Rechtbank Gelderland 3 september 2020
Verzoeker is betrokken geweest bij een verkeersongeval. Voor de schaderegeling heeft verzoeker een overeenkomst gesloten met [belangenbehartiger]. De aansprakelijkheid is door verweerder erkend. Er is een drietal facturen van [belangenbehartiger] onbetaald gebleven. Verzoeker stelt dat er geen vaststellingsovereenkomst kan worden gesloten, als er geen duidelijkheid komt over de kosten. De kantonrechter denkt hier anders over en wijst het verzochte af.
Verzoek Rechtbank
Verzoeker verzoekt de kantonrechter (…),

(1) te verklaren dat verweerder op een adequate wijze de buitengerechtelijke kosten van [belangenbehartiger] moet bevoorschotten. Dit houdt ook in dat verweerder de reeds gedeclareerde en (deels) onbetaalde kosten (€ 2.568,41) moet betalen.

(1) Volgens de kantonrechter leent dit verzoek zich niet voor behandeling in een deelgeschil. Het verzoek ziet louter op het beslechten van een discussie over de buitengerechtelijke kosten en levert geen bijdrage aan de totstandkoming van een vaststellingsovereenkomst.

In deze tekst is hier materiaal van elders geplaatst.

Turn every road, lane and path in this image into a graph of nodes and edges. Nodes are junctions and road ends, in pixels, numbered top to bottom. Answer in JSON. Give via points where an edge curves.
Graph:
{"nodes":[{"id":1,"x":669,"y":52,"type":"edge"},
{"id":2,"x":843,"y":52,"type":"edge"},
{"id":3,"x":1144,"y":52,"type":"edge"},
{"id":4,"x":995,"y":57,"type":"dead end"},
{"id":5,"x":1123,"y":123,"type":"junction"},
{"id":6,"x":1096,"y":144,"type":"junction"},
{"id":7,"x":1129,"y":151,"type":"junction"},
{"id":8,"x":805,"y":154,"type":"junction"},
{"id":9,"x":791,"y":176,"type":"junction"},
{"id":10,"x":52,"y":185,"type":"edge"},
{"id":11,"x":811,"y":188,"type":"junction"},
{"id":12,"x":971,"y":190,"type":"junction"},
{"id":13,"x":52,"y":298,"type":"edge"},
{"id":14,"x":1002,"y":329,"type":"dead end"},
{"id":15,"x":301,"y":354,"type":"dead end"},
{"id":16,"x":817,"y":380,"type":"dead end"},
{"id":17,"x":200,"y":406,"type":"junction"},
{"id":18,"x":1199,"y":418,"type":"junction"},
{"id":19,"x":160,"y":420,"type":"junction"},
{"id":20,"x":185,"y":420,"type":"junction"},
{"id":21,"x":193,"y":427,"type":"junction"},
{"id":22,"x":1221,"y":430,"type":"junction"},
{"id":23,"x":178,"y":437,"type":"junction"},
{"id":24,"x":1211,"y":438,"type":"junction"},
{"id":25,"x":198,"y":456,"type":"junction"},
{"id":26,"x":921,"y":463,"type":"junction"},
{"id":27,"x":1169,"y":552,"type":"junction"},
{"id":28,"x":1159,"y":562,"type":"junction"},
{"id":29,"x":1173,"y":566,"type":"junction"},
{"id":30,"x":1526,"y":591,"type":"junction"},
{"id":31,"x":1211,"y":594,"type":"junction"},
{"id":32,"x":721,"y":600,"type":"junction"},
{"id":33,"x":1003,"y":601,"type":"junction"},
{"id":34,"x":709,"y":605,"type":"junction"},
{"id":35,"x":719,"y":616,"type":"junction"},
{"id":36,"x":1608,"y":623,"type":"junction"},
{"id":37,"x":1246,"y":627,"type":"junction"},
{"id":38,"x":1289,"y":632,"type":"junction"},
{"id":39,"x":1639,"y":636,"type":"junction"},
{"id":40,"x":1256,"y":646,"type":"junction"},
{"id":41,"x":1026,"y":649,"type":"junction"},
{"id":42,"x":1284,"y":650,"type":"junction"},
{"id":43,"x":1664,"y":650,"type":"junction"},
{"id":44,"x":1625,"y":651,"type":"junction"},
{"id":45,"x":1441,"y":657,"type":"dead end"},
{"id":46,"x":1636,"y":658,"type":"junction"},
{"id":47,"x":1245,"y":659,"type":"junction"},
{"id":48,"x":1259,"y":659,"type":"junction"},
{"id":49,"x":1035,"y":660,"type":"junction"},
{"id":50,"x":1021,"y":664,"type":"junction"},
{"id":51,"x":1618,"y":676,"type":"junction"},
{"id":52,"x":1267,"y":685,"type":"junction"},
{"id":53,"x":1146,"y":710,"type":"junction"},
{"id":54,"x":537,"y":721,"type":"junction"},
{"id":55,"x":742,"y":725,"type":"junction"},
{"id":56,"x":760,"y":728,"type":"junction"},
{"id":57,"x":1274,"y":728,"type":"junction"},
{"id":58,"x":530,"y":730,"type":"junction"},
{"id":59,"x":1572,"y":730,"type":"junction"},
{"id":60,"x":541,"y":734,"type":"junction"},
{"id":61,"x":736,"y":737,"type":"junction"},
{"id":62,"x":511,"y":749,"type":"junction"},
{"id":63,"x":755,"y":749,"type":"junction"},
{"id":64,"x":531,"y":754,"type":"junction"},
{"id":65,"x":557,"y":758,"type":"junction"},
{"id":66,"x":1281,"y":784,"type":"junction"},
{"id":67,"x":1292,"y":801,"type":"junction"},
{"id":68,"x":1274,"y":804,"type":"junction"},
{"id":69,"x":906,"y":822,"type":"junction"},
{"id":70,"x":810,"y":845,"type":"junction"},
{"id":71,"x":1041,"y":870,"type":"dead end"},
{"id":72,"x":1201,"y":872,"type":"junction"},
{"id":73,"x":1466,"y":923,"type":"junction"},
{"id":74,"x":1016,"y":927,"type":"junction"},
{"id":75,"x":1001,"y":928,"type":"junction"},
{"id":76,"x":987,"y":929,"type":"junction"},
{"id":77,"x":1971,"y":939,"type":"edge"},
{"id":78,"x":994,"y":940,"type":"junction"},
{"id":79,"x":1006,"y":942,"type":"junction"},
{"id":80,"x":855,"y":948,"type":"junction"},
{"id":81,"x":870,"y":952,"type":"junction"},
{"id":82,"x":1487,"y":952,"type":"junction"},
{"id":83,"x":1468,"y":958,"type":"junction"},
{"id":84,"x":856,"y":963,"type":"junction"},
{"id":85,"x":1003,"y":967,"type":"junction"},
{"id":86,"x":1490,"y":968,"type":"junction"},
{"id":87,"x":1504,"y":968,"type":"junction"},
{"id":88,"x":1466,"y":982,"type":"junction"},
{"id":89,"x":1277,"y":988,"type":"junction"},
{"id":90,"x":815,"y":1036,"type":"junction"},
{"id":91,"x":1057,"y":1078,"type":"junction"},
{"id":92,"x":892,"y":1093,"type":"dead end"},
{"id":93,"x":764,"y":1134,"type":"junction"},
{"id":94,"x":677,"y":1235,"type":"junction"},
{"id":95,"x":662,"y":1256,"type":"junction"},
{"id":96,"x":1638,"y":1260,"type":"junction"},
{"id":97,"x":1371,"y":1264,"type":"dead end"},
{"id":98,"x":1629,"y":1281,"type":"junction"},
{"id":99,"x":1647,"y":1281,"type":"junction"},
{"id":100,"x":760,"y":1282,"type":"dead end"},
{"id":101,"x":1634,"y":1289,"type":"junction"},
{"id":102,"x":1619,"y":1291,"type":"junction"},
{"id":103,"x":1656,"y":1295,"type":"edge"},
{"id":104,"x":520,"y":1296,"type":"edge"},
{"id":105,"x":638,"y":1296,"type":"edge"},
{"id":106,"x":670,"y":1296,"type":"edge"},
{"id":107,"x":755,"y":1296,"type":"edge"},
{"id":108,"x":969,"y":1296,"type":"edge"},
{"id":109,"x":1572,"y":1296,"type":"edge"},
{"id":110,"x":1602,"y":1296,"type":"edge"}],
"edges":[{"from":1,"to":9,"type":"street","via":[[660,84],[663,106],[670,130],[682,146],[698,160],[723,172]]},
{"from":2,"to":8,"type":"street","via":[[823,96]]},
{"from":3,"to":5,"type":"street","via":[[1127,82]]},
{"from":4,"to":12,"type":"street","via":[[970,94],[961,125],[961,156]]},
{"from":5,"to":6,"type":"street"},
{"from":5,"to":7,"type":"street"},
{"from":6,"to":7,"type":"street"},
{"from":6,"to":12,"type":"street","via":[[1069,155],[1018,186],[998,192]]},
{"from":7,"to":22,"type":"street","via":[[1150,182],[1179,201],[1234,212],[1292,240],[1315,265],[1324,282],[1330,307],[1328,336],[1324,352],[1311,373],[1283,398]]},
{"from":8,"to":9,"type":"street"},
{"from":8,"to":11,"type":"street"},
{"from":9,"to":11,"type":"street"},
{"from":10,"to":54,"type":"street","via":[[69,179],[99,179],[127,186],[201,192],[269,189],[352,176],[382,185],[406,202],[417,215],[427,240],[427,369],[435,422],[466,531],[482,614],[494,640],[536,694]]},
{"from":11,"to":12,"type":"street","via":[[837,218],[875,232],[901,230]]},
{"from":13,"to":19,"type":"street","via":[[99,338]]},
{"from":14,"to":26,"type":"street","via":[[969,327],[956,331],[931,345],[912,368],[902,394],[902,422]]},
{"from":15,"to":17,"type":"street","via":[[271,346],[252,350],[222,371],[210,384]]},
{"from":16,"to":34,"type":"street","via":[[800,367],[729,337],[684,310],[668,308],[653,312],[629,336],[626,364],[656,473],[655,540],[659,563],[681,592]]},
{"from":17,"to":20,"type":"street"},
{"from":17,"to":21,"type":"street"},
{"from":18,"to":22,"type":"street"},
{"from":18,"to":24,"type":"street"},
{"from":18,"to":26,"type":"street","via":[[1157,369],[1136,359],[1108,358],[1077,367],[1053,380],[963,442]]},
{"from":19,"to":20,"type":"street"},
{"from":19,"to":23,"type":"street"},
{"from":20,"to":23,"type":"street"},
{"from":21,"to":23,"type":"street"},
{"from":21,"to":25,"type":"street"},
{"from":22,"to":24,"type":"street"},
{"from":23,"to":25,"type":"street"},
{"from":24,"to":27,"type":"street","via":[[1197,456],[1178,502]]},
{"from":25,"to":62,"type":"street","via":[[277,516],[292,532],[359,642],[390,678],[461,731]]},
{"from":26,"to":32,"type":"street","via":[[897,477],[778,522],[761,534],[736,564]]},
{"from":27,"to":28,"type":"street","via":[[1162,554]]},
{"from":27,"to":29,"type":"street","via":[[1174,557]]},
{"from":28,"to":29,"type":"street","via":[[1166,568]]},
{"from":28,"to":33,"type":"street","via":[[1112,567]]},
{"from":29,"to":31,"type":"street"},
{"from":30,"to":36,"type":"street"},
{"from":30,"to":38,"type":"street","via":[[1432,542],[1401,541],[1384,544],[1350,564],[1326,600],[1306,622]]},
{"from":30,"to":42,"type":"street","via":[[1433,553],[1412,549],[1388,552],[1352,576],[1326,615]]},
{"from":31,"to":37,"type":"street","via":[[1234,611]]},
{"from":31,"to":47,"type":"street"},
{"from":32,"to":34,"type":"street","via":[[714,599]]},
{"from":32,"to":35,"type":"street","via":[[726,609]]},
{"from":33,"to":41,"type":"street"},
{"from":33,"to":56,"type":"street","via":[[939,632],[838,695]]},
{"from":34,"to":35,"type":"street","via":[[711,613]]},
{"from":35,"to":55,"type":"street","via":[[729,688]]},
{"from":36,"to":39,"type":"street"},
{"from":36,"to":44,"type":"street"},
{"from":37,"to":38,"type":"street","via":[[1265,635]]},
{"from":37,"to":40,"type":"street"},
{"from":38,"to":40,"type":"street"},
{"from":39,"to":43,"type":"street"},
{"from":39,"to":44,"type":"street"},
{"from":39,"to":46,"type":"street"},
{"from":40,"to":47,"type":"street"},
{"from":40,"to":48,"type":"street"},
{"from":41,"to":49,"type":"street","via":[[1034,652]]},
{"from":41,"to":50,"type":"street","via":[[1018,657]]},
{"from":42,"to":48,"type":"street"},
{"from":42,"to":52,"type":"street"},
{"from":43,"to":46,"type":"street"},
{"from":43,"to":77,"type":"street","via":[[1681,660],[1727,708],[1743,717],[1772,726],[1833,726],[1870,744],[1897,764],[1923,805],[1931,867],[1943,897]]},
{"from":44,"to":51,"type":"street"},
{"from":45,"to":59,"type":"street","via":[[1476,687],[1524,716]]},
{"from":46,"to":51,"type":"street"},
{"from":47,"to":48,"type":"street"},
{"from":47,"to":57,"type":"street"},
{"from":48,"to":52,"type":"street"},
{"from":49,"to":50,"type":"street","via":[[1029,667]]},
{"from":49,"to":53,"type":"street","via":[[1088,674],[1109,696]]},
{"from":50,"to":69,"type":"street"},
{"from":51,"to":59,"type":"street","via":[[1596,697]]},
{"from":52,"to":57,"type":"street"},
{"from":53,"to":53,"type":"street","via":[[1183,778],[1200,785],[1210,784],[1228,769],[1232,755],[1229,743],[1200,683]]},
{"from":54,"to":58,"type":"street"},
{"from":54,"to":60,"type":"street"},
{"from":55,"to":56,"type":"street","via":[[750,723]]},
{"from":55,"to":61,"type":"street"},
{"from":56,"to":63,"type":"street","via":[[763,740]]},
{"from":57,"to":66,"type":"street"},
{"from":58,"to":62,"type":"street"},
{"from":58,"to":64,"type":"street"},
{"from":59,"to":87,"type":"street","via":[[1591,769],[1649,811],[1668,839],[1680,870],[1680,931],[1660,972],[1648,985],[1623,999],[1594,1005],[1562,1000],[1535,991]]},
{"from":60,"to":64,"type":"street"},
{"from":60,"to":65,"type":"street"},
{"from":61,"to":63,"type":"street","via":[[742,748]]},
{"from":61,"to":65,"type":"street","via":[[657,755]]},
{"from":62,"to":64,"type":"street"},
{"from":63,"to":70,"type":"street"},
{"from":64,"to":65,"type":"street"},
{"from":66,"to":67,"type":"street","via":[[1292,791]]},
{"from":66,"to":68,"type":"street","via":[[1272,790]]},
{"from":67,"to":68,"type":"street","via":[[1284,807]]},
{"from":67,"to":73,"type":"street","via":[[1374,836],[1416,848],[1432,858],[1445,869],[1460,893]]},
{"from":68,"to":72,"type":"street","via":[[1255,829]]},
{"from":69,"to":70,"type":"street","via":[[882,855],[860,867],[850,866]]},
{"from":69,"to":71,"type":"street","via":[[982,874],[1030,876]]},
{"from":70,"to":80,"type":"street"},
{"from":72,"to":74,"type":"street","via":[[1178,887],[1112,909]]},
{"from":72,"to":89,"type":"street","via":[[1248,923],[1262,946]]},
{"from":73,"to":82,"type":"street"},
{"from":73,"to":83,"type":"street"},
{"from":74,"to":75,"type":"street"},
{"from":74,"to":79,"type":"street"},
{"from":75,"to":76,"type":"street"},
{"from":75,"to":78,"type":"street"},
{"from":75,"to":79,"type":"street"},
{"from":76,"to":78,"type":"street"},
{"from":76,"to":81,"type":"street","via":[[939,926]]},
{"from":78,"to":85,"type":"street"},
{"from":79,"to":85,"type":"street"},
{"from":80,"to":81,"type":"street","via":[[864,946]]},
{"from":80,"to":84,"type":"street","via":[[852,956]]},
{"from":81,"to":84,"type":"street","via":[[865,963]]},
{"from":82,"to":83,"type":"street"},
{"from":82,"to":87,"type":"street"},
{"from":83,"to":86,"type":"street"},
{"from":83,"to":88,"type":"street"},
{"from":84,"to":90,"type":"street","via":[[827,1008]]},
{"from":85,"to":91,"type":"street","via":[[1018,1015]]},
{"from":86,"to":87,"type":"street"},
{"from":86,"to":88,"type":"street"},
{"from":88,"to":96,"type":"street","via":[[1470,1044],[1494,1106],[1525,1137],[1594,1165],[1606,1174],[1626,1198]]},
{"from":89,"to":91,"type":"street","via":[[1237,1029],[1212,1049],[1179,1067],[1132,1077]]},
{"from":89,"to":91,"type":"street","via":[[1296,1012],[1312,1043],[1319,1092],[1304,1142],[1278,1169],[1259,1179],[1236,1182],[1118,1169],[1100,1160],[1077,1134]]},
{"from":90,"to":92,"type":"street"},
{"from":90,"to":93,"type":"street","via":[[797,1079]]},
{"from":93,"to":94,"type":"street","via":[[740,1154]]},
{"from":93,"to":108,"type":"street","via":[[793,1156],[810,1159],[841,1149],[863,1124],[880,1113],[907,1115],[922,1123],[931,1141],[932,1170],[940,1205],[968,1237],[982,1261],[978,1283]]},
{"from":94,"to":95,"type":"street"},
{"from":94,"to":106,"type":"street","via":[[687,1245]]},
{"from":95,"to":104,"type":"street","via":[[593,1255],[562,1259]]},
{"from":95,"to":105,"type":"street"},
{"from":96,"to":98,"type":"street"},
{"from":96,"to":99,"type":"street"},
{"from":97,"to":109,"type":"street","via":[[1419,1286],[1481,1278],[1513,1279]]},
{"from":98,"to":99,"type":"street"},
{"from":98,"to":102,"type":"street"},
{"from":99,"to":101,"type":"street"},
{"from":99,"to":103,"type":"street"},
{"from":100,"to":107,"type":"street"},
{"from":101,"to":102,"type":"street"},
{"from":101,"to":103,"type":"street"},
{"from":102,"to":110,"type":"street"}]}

Op 9 maart 2020 heeft [belangenbehartiger] een schadestaat ingediend die sluit op € 4.542,-. Vervolgens heeft verweerder een tegenvoorstel gedaan van € 3.250,-. Op 2 april 2020 dient [belangenbehartiger] een nieuwe schadestaat in, welke sluit op een bedrag van € 5.002,-. Verweerder verhoogt daarna het voorstel tot € 4.680,-.

De kantonrechter overweegt hierover het volgende:

  • [Belangenbehartiger] heeft niet gereageerd op het verhoogde voorstel en dit wekt verbazing. [Belangenbehartiger] werd op zijn wenken bediend, want het verhoogde voorstel was slechts € 322,- minder dan de schadestaat.
  • Het is niet alleen een kwestie van fatsoen om op een voorstel te reageren. Het mag van een redelijk bekwame schaderegelaar worden verwacht dat het onderhandelingsproces niet zo abrupt wordt afgebroken.
  • Er zijn geen openstaande schadeposten meer nu verzoeker het bedrag van € 4.680,- heeft aanvaard. Aannemelijk is dat verzoeker hier in een eerder stadium van de onderhandelingen ook zo over dacht.
(2) verweerder te veroordelen in de kosten van deze procedure. De kosten bedragen € 6.517,50. (2) Verzoeker  misbruikt de deelgeschilprocedure. Het debat over de declaraties moet namelijk gevoerd worden in een dagvaardingsprocedure.  De voor de deelgeschilprocedure opgevoerde kosten komen daarom niet voor begroting en vergoeding in aanmerking.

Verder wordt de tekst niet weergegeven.